The Paris and Frankfurt indices were down by 0.9 percent, while the larger Euro STOXX 600 dipped by 0.6 percent. Few urgent macroeconomic or political news items were available to traders, according to market participants, leaving them on edge.
There are very few exposures everywhere, and risk deployment is awaiting some type of clearer direction. The 50-country MSCI world equity index, which measures stock prices, decreased by 0.1 percent. Wall Street futures indicators suggested modest increases. As a result of reports Apple (NASDAQ: AAPL) may restrict employment and expenditure growth in 2019, and U.S. equities markets finished down overnight.
Outlook on the Dollar’s Fluctuations
The dollar remained slightly above a one-week low reached on Monday as it slowly declined from last week’s two-decade peak. The dollar index, which compares the dollar value to six other currencies, was down 0.3 percent at 107.100, a significant decline from the week’s high of 109.29, which had not been seen since September 2002. German Bund rates decreased by 2.5 basis points to 1.19 as bond markets found solace in gas prices dropping, which had reached record highs. Earlier, the largest MSCI index of Asia-Pacific equities outside of Japan decreased by 0.4%.

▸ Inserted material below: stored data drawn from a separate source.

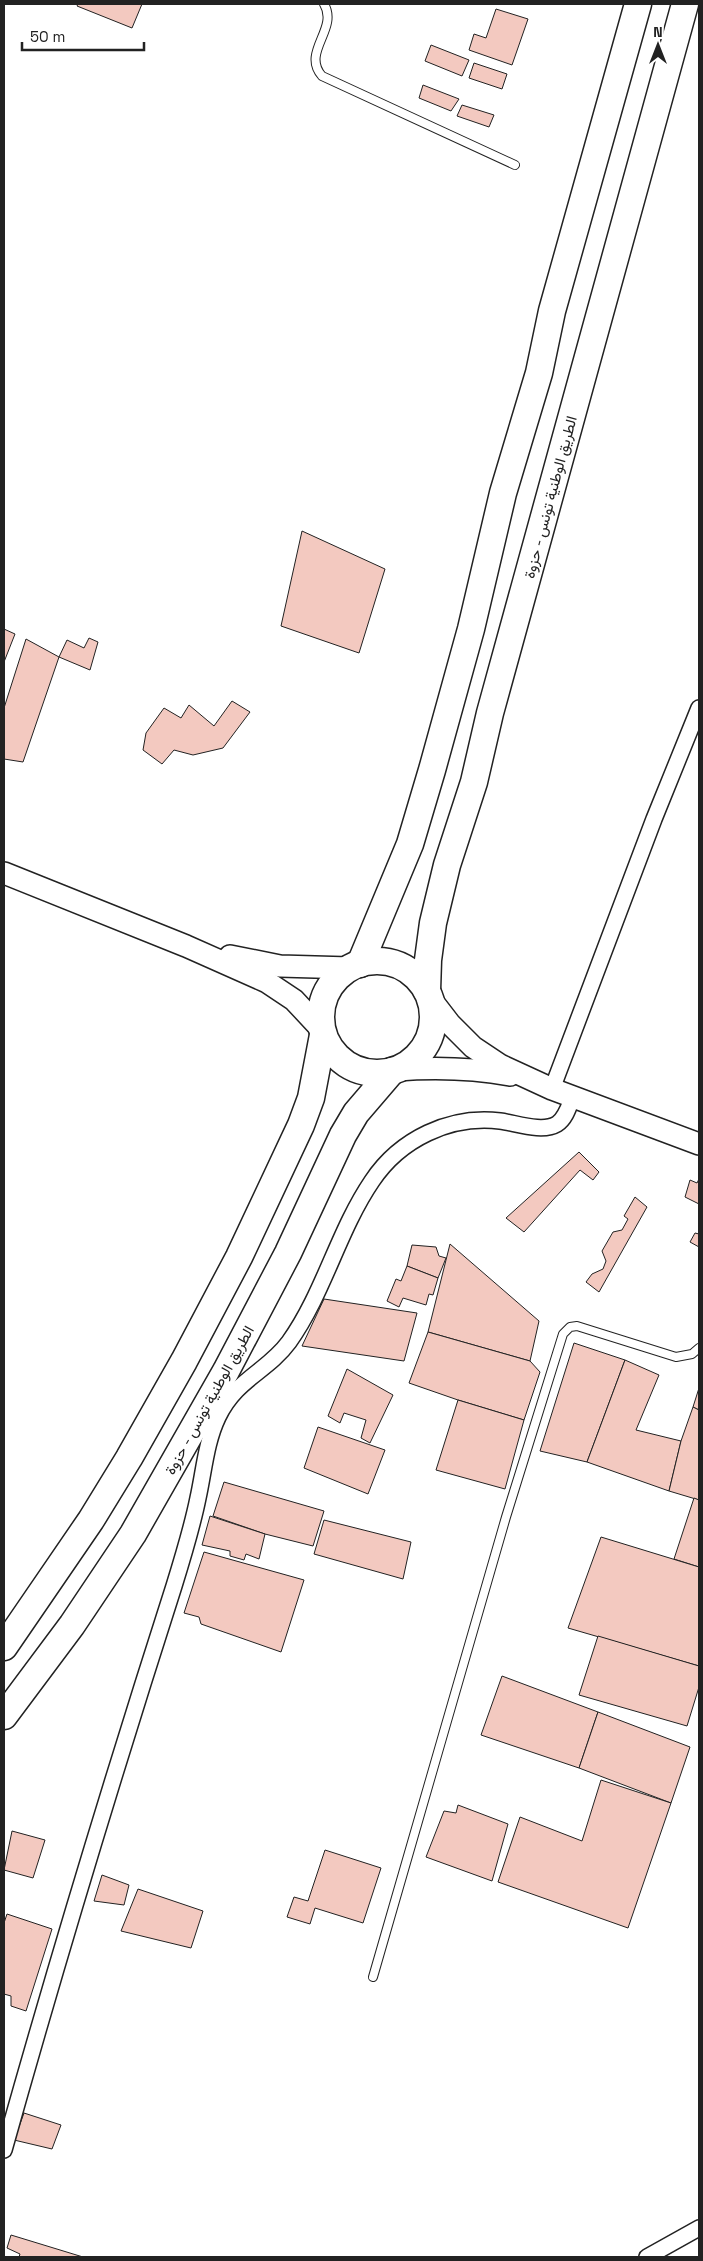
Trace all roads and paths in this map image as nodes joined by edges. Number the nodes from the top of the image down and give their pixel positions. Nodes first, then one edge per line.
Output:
1 (324, 4) edge
2 (638, 4) edge
3 (685, 4) edge
4 (515, 165) dead end
5 (699, 708) edge
6 (4, 873) edge
7 (186, 946) junction
8 (355, 966) junction
9 (428, 995) junction
10 (322, 1032) junction
11 (395, 1071) junction
12 (530, 1079) junction
13 (552, 1089) junction
14 (573, 1096) junction
15 (699, 1144) edge
16 (699, 1348) edge
17 (4, 1647) edge
18 (4, 1716) edge
19 (373, 1977) dead end
20 (4, 2150) edge
21 (699, 2228) edge
22 (647, 2257) edge

1 - 4 lane
2 - 8 highway
3 - 9 highway, الطريق الوطنية تونس - حزوة
5 - 13 street
6 - 7 main road
7 - 8 main road
7 - 10 main road
8 - 9 highway
8 - 10 highway
9 - 11 highway
9 - 12 main road
10 - 11 highway
10 - 17 highway
11 - 12 main road
11 - 18 highway, الطريق الوطنية تونس - حزوة
12 - 13 main road
13 - 14 main road
14 - 15 main road
14 - 20 street
16 - 19 lane
21 - 22 street

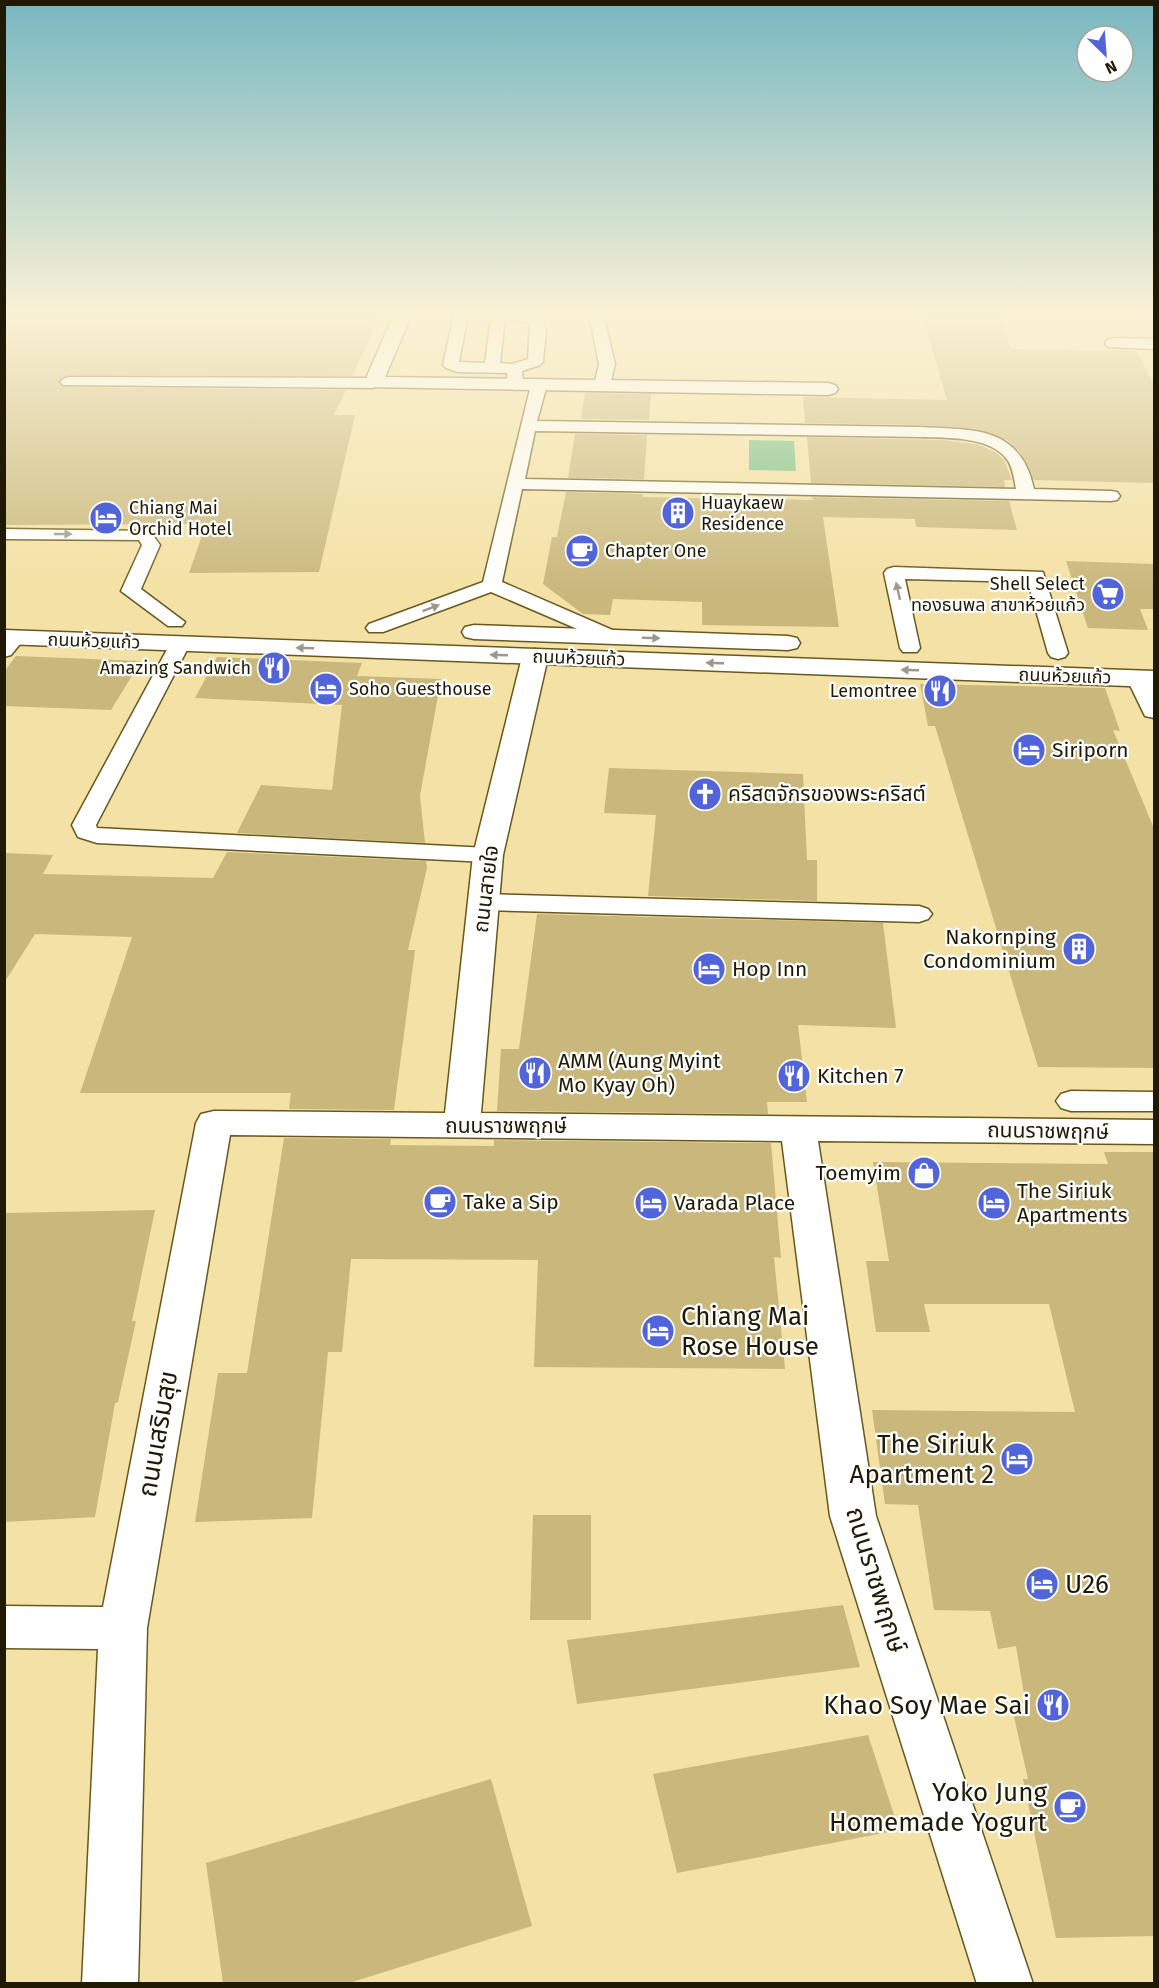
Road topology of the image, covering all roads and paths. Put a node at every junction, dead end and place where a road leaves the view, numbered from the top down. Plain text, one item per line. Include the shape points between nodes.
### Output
1 (533, 407) edge
2 (528, 426) junction
3 (515, 484) junction
4 (1026, 495) junction
5 (1111, 496) dead end
6 (4, 534) edge
7 (492, 585) junction
8 (376, 628) junction
9 (178, 633) junction
10 (7, 635) edge
11 (610, 636) junction
12 (910, 648) junction
13 (1058, 653) junction
14 (535, 657) junction
15 (1146, 668) edge
16 (1155, 710) edge
17 (488, 855) junction
18 (483, 902) junction
19 (920, 914) dead end
20 (1071, 1101) dead end
21 (1155, 1102) edge
22 (214, 1124) joint
23 (462, 1126) junction
24 (798, 1128) junction
25 (1155, 1132) edge
26 (4, 1627) edge
27 (123, 1628) junction
28 (110, 1983) edge
29 (1005, 1983) edge

1 - 2 lane
2 - 3 lane
2 - 4 lane via 888,433 981,439 1013,453 1019,462
3 - 4 lane
3 - 7 lane
4 - 5 lane
6 -> 9 lane via 144,535 151,545 131,591
8 -> 7 lane
7 - 11 lane
8 - 9 street, ถนนห้วยแก้ว
8 - 11 street, ถนนห้วยแก้ว
9 - 10 street, ถนนห้วยแก้ว
14 -> 9 street, ถนนห้วยแก้ว
9 - 17 lane via 84,825 86,832 97,836
11 -> 12 street, ถนนห้วยแก้ว
12 - 13 street, ถนนห้วยแก้ว
12 -> 13 lane via 894,573 1035,576
13 - 15 street, ถนนห้วยแก้ว
15 -> 14 street, ถนนห้วยแก้ว
14 - 17 street, ถนนสายใจ
15 - 16 street
17 - 18 street, ถนนสายใจ
18 - 19 lane
18 - 23 street, ถนนสายใจ
20 - 21 lane
22 - 23 street, ถนนราชพฤกษ์
22 - 27 street, ถนนเสริมสุข
23 - 24 street, ถนนราชพฤกษ์
24 - 25 street, ถนนราชพฤกษ์
24 - 29 street, ถนนราชพฤกษ์ via 853,1516
26 - 27 street
27 - 28 street, ถนนเสริมสุข

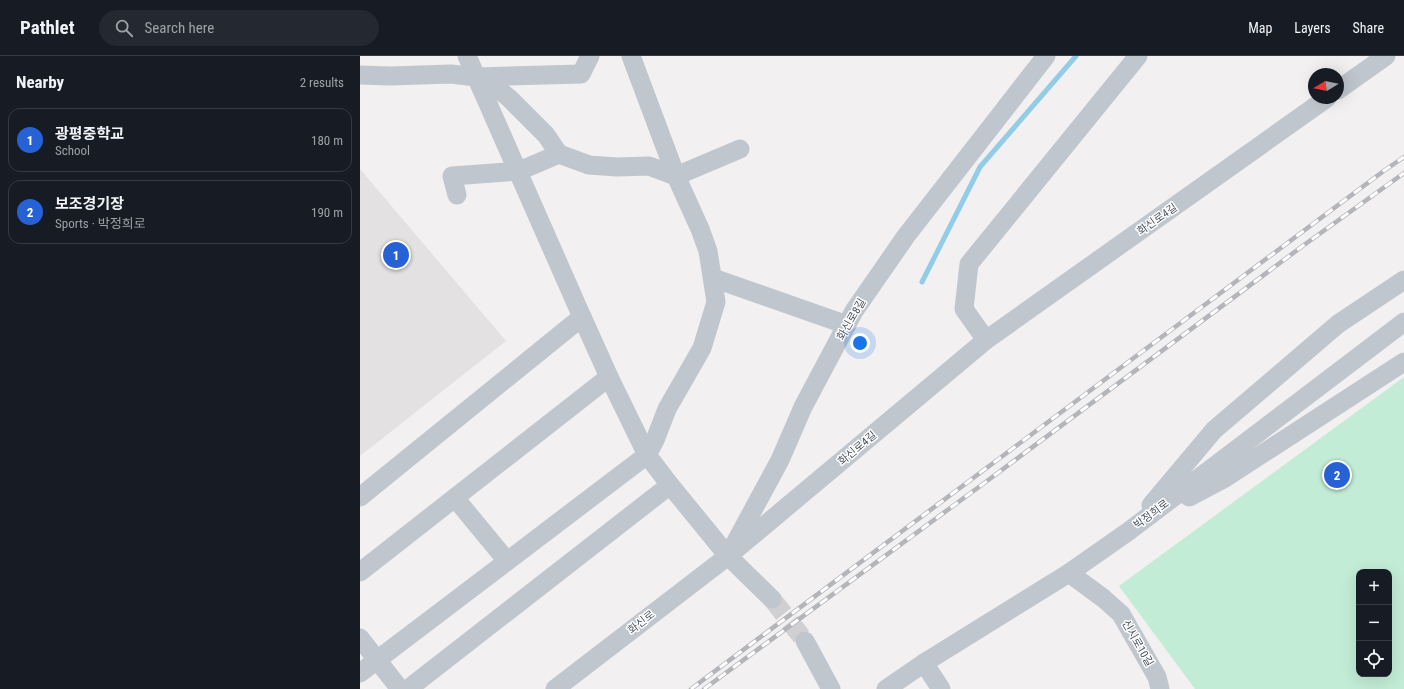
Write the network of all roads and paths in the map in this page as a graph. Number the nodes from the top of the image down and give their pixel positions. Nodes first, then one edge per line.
1 (467, 56) edge
2 (590, 56) edge
3 (631, 56) edge
4 (1046, 56) edge
5 (1138, 56) edge
6 (1386, 56) edge
7 (360, 75) edge
8 (476, 78) junction
9 (1344, 86) edge
10 (1319, 104) edge
11 (740, 149) dead end
12 (559, 154) junction
13 (519, 171) junction
14 (676, 176) junction
15 (457, 195) dead end
16 (713, 278) junction
17 (1404, 280) edge
18 (582, 317) junction
19 (1404, 322) edge
20 (847, 325) junction
21 (986, 340) junction
22 (1404, 362) edge
23 (609, 377) junction
24 (648, 455) junction
25 (670, 485) junction
26 (360, 498) edge
27 (455, 498) junction
28 (1129, 531) junction
29 (728, 556) junction
30 (507, 561) junction
31 (360, 572) edge
32 (1069, 573) junction
33 (772, 599) tunnel mouth
34 (360, 638) edge
35 (805, 641) tunnel mouth
36 (377, 660) junction
37 (924, 663) junction
38 (360, 673) edge
39 (400, 689) edge
40 (408, 689) edge
41 (555, 689) edge
42 (831, 689) edge
43 (886, 689) edge
44 (941, 689) edge
45 (1160, 689) edge

1 - 8 street
2 - 8 street
3 - 14 street
4 - 20 street, 화신로8길
5 - 21 street
6 - 9 street
7 - 8 street
8 - 12 street
8 - 13 street
10 - 21 street, 화신로4길
11 - 14 street
12 - 13 street
12 - 14 street
13 - 15 street
13 - 18 street
14 - 16 street
16 - 20 street
16 - 24 street
17 - 28 street
18 - 23 street
18 - 26 street
19 - 28 street, 박정희로
20 - 29 street, 화신로8길
21 - 29 street, 화신로4길
22 - 28 street
23 - 24 street
23 - 27 street
24 - 25 street
24 - 30 street
25 - 29 street
25 - 40 street
27 - 30 street
27 - 31 street
28 - 32 street, 박정희로
29 - 33 street
29 - 41 street, 화신로
30 - 36 street
32 - 37 street, 박정희로
32 - 45 street, 신시로10길
34 - 36 street
35 - 42 street
36 - 38 street
36 - 39 street
37 - 43 street, 박정희로
37 - 44 street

Market participants cited the central bank meetings scheduled for later this week as potential market movers. The European Central Bank and the Bank of Japan meet on Thursday. The ECB will likely start hiking rates from their pandemic period lows with a 25-basis point boost. At the same time, the ultra-dovish BOJ is predicted to make a minimal change.
After it was reported that ECB officials would consider whether to hike interest rates by 25 or 50 points at their meeting on Thursday to control record-high inflation, the euro surged 0.7 percent to $1.0223. However, the overall picture was hazy since investors were anticipating important macroeconomic news.